Sherry was down to one good pumpkin, her 1068, and it was one of the biggest in the patch. She'd given up on her 1370 Rose, christened "Problem Child," when it lost all its leaves. Her 1354 Checkon was so misshapen that she called it "BU," for Butt Ugly, and now it had some kind of white fungus growing on it.
On August 26, Jack had lost one of his favorites, a nice orange pumpkin grown from his own seed. It was another blossom split. "I saw that thing, and I thought, 'You rotten kid.' I just wanted to haul off and kick it. That one really got to me. It was pretty depressing." On August 30, his second-biggest pumpkin split along a rib, and another of his biggest looked like it might be starting to split near a stem.
"It's hard to understand why so many growers get caught up in this sport," Jack said. "The frustration level runs very high. Especially this season."
13
The Reckoning
AUGUST ENDED, AS IT always ended, in a collision of hope and fear and envy and disappointment. Those who lost their best pumpkins to disease or splits resigned themselves for a while to the misery of defeat, and then turned their thoughts to next year. Those who had managed to hang on to a potential champion braced for a monthlong white-knuckle ride.

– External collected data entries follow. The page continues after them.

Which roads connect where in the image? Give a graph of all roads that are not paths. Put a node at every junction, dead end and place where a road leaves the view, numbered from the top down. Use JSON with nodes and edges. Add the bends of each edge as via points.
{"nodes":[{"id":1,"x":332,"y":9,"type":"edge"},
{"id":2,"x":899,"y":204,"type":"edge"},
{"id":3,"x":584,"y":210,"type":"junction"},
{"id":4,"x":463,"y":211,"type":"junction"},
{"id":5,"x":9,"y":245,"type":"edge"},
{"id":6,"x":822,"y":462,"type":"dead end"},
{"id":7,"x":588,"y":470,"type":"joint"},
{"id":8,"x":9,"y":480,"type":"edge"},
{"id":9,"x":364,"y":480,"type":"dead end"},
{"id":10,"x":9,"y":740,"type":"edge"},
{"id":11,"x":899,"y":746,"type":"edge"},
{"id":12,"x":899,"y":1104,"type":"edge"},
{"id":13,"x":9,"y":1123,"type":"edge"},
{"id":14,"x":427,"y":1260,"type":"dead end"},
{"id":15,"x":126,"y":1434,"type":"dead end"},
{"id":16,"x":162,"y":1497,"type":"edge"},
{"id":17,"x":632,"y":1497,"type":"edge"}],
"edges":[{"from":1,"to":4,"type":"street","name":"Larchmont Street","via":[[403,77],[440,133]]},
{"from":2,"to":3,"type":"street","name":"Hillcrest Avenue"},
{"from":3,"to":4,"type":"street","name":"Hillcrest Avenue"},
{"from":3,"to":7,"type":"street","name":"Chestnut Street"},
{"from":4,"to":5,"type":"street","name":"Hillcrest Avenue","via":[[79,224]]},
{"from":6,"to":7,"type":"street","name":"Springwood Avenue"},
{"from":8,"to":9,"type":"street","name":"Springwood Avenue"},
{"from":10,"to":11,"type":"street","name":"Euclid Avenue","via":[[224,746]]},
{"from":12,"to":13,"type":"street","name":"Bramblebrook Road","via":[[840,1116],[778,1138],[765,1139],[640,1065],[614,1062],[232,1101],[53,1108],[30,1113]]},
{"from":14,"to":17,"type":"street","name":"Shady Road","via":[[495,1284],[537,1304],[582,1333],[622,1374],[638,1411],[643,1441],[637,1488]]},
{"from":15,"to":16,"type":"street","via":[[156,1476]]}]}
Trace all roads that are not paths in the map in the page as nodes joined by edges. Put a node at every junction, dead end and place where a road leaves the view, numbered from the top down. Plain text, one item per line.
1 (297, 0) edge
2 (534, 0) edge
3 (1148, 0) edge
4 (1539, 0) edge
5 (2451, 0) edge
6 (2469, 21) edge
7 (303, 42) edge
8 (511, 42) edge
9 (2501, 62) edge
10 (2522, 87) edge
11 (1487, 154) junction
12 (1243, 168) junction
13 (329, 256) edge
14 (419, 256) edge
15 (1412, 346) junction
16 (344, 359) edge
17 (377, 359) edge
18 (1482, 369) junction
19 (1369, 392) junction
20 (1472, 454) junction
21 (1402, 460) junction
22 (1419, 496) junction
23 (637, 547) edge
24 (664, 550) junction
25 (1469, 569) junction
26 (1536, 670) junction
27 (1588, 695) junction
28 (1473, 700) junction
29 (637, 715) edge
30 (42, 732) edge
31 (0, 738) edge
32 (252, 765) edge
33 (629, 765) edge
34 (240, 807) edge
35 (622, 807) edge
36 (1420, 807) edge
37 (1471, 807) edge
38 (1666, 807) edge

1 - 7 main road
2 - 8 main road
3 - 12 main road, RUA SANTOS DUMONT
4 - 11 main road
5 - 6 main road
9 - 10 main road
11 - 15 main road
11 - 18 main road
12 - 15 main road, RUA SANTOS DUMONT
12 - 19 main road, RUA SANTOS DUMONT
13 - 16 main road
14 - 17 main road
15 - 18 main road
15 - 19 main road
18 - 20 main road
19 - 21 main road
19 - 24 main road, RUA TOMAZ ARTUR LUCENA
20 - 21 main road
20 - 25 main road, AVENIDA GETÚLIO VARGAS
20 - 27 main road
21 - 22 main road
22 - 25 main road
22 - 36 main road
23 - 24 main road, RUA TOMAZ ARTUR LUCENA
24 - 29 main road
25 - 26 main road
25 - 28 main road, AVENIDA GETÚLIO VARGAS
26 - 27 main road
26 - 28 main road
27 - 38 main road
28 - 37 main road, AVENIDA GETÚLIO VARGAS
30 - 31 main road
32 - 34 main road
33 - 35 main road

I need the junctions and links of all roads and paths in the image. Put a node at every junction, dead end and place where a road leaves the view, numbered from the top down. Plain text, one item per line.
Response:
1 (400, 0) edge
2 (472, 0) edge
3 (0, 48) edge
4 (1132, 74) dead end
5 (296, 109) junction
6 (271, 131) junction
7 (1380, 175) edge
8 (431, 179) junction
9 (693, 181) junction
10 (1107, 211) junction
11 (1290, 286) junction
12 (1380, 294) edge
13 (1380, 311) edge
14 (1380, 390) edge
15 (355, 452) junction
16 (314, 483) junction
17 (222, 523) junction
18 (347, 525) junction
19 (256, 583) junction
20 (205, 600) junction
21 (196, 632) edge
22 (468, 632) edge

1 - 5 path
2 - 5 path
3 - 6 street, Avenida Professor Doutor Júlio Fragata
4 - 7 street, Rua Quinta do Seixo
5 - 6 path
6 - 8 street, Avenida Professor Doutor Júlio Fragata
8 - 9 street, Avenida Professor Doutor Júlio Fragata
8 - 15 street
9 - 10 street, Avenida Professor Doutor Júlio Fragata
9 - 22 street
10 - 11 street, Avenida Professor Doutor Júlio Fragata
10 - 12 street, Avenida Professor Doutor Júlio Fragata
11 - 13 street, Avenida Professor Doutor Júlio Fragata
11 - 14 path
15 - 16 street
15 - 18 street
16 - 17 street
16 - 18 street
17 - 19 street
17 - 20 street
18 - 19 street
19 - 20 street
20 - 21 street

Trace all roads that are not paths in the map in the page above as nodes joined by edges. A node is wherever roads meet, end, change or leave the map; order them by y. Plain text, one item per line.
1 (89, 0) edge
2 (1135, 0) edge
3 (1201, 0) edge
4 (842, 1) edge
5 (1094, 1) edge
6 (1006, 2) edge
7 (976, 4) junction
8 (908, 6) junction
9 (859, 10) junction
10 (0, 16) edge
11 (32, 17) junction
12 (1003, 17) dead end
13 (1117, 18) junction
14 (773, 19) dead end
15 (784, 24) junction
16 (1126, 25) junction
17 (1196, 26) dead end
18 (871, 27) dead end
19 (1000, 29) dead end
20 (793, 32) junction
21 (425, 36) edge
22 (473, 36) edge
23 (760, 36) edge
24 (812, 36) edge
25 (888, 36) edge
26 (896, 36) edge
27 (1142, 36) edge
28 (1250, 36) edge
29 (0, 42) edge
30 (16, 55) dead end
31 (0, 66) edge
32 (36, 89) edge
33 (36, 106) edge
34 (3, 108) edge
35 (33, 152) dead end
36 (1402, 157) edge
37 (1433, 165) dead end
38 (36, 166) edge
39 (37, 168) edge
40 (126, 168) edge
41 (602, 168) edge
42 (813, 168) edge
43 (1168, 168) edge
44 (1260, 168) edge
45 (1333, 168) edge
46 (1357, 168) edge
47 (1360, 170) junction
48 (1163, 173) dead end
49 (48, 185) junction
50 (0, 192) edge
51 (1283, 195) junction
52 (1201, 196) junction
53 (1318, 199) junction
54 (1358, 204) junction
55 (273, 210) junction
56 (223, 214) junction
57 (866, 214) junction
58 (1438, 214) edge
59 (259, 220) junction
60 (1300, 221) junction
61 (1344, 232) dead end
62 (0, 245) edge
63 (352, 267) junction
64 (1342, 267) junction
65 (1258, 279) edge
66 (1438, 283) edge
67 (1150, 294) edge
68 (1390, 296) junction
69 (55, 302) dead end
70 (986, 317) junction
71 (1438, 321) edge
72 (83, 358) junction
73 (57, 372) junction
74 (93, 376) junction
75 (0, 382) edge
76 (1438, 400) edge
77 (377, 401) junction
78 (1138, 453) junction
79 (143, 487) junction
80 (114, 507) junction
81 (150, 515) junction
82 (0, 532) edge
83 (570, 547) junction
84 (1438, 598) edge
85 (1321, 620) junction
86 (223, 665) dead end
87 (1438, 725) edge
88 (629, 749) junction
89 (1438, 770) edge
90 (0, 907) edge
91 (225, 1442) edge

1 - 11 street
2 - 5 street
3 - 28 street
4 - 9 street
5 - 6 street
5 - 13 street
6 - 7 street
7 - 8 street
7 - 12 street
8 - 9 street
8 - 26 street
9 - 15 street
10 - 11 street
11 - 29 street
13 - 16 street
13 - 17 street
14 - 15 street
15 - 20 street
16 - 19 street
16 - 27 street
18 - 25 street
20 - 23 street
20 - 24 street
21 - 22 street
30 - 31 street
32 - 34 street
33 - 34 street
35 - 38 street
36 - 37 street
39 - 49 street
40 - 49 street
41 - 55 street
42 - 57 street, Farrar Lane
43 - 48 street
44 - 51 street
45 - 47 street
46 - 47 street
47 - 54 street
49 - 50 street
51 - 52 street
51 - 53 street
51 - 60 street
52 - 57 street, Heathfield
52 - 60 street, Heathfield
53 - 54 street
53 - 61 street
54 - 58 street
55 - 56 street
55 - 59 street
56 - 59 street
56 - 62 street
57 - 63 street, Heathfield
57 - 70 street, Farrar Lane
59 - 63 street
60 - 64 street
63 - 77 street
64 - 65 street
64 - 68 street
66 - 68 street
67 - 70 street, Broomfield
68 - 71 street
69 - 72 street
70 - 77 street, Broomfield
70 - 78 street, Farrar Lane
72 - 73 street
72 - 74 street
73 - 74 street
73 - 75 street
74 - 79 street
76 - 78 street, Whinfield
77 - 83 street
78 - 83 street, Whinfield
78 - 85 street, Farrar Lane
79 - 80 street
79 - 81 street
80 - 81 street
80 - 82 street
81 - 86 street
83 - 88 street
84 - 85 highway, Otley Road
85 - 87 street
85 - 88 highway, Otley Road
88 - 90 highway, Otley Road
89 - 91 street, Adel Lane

Every day in September was a day of reckoning. The growers with a big one still on the vine tossed restlessly in bed at night, dreaming of what it would feel like to set a world record, wondering if it could really happen to them this time, worrying about whether their best shot would still be in one piece in the morning. They checked on their pumpkins at the first light of dawn, in the afternoon, in the fading light of evening, and sometimes in the middle of the night. They spent hours poring over growth charts, comparing their fruit to past champions, and recalculating what it would take to make it into the record books. They had survived nature's gauntlet of floods and storms and ravenous animals and insidious microbes. They'd made it through the pumpkin-popping growth spurts of August. They had come so far. They had gotten so close. But more would fall before the season was done.